Fall: All the trees sway in the breeze, the leaves turning
from green to brown, orange, red, and purple as the xylem and phloem are
stopped from flowing into them, starving the chlorophyll making cells revealing
the other plastids hidden beneath. Even though the grey and rain conquer the
overcast skies, spirits are bright. Holidays are on the way: Harvest and
Thanksgivings. It is the season to remember our blessings, the seasons to be
content, the season to work hard, bring in the good harvest of our crops and
our hearts. Colors are bright but few, revealing the truth underneath that
bright green or purple in the summer. The season of thankfulness and receiving
has come, and a season of giving and new beginnings to follow.
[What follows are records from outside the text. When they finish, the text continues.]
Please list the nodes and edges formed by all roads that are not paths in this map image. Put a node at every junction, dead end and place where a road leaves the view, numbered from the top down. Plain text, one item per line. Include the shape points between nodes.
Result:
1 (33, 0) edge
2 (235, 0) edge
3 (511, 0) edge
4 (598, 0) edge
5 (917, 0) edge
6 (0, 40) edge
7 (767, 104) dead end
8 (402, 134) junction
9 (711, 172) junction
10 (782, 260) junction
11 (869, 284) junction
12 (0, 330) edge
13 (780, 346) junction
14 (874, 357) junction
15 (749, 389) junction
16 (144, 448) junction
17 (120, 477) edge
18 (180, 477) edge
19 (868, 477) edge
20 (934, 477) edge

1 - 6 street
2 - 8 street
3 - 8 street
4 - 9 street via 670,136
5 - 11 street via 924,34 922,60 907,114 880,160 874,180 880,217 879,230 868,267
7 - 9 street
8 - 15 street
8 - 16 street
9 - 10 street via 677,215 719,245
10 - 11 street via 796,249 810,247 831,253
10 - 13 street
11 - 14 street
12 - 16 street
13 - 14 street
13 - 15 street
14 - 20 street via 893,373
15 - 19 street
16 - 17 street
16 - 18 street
Winter: Most trees are bare, the branches shuddering in the
cold, the large pine trees and evergreens stand tall and green, as though
promising for spring and summer to return. Spring will return, even if every
tree, every heart, forgets its existence, its promise. Many stay focused on
their work, not wishing to notice the dead, dead world around them, almost as
real as the death in their hearts. But others prepared themselves in the
harvest for the frost, and now looked eagerly for signs of the Spring that they
know will come. Christmas comes, and they remember its meaning, its promise,
while other just use it to distract them from the biting cold winter. When snow
falls, they remember the hope, the purity, the forgiveness granted to their
hearts by Jesus. And as the new year comes, they remember the new birth, the
new life, the new beginnings given to them by Jesus, for, even if their mind
forgets, their heart will always remember, will always know of the hope coming,
just as truly as every tree, dead they may look, remember in their xylems,
remember in their phloems, that spring will come, as surely as the evergreens,
as surely as the pine trees are green, as sure as they promise, because Spring
will always come to those who remember. Some trees forget, and they wither and
die, not to be seen alive again, but most look to the evergreen and hold the
hope. Trees are more trusting than people, for those that last the winter are
many, but people who last the winter in their hearts are few.